Tourism Minister won’t address rumors that he is being removed or resigning over Teonoste row

(posted Feb. 20, 8:20 p.m.)- Rumors that President Daniel Ortega is preparing his guillotine for Tourism Minister Mario Salinas continue to swirl as the tourism minister himself ducked questions today about his future as the head of INTUR.

Following a meeting with hoteliers on Monday afternoon to revealed INTUR’s new county promotion strategy for 2012, The Nicaragua Dispatch asked the tourism minister about his own future at INTUR. The minister didn’t respond with much clarity or confidence.

“No one knows,” he said with a nervous laugh, as he made his way to the door. “I don’t want to comment on this. Rumors are rumors.”

Last week, both opposition daily newspapers published unsubstantiated reports that Salinas is resigning or getting fired for allegedly questioning the government’s handling of the Punta Teonoste land dispute.

Salinas, one of the most respected members of Ortega’s cabinet,  has questioned the manner in which the government handed last week’s actions against Hotel Punta Teonoste. In declarations to the daily El Nuevo Diario, Salinas said, “We are not in agreement with this form of intervention of Punta Teonoste.”

Rumors immediately started that Salinas’ comments had cost him his job.

The minister has avoided the press since the rumor mill started spinning, and not issued any comments or clarifications on the matter. As of Monday afternoon, Salinas was still acting minister of INTUR, but still wouldn’t clarify his job status when asked a simple question.

Salinas’ sudden vagueness about his future contrasts strongly with the enthusiasm he expressed during a recent interview with The Nicaragua Dispatch.

If the rumors of Salinas’ removal prove true, the tourism minister would be the second highly placed official in Ortega’s government to be ousted this month for questioning the behavior of the government and stressing the importance of rule of law.

On Feb. 14, Central Bank President Antenor Rosales resigned unexpectedly after challenging President Ortega’s plans to use part of Nicaragua’s international reserves to help capitalize the new Bank of ALBA, or BALBA.

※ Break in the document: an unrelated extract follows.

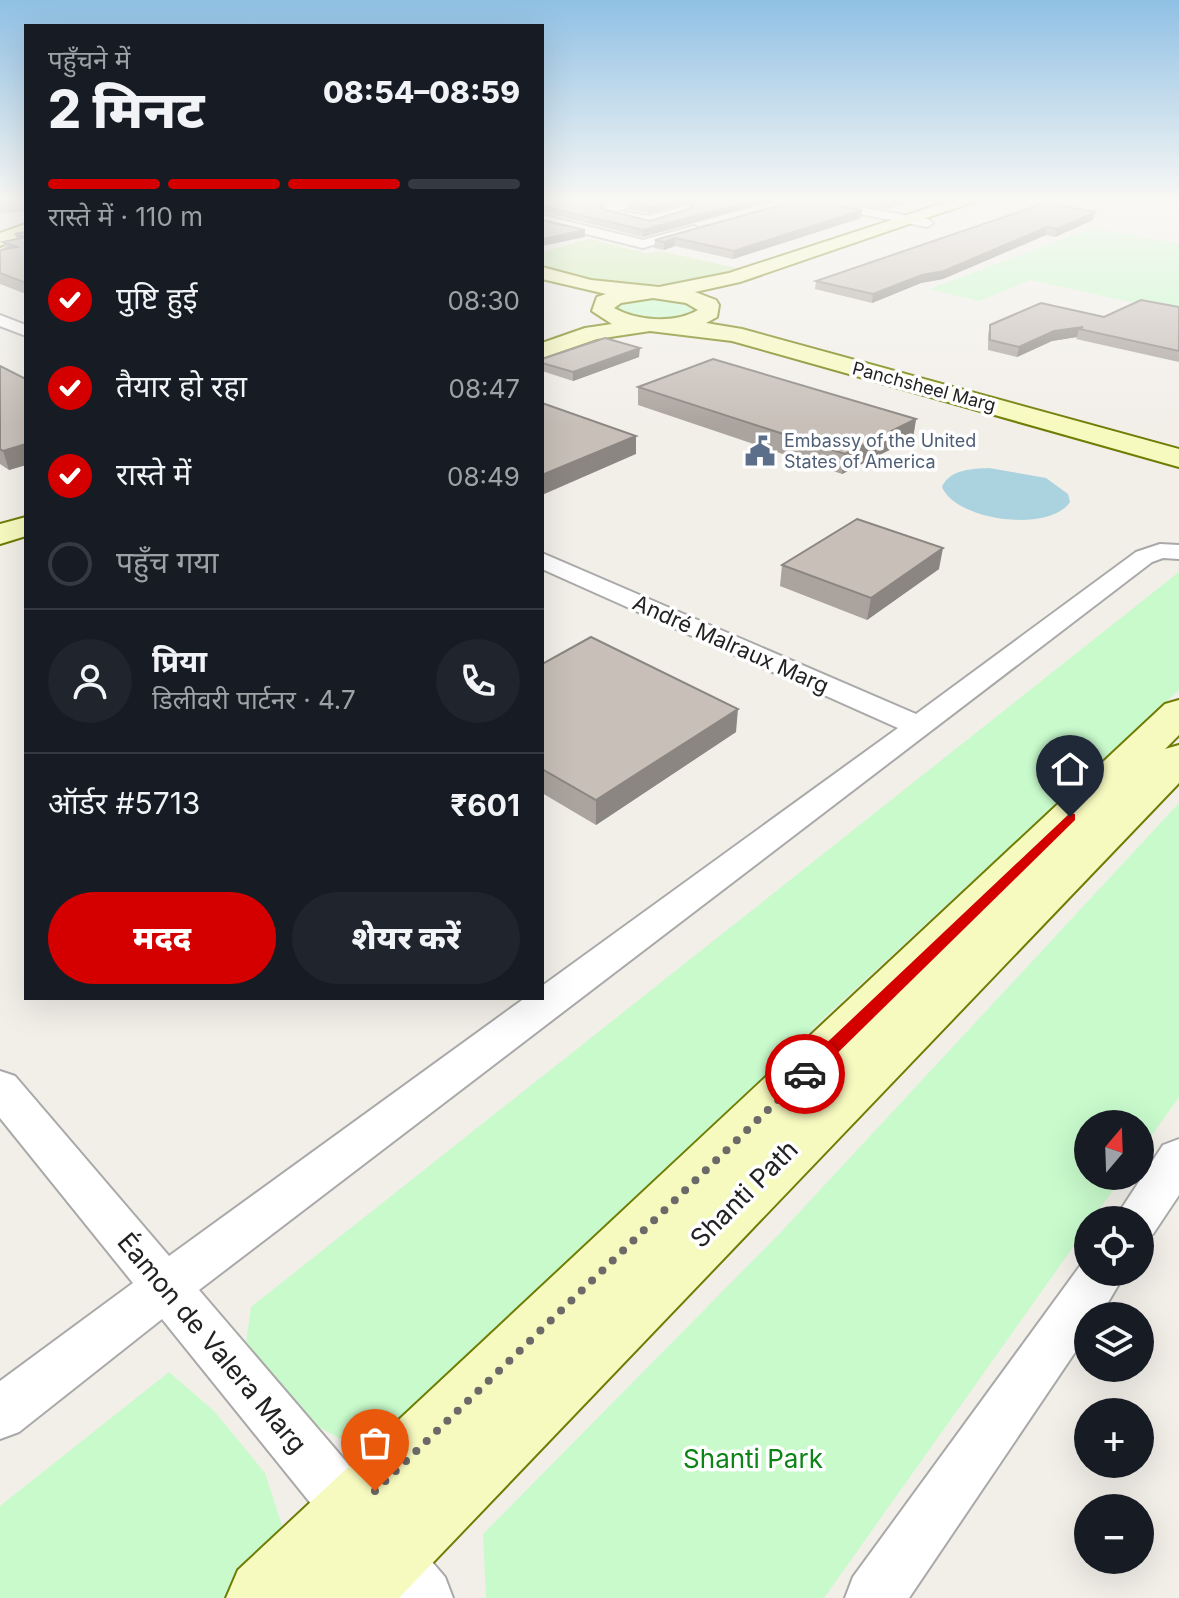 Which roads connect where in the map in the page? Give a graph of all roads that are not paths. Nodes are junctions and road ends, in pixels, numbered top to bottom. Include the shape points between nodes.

  • http://www.aquanicaragua.com Trevor Barran

    The article glossed over the substance of the meeting, which was a $3.0MM USD investment commitment the government has made along with a detailed plan for how to market and roll-out our hotel and tourism products to the world market. We’re thrilled with the level of organization, effort and commitment the government is showing to the tourism sector. See http://nicaraguatourism.us/ for the website they just launched.
    T

  • Louis

    Here we go again “What Democracy” it’s a dictatorship!!! The minute you question the government, you better check your back, because the ax is coming.

  • Ken

    Actually, US presidents usually keep letters of resignation written by all their cabinet heads in a drawer in case they ever want to pull them out and get rid of one. Sometimes they do. US presidents also insist that cabinet heads toe the administration’s line. I’m not saying this situation in Nicaragua is right, but it’s no assault on democracy for a president to exercise authority over appointees.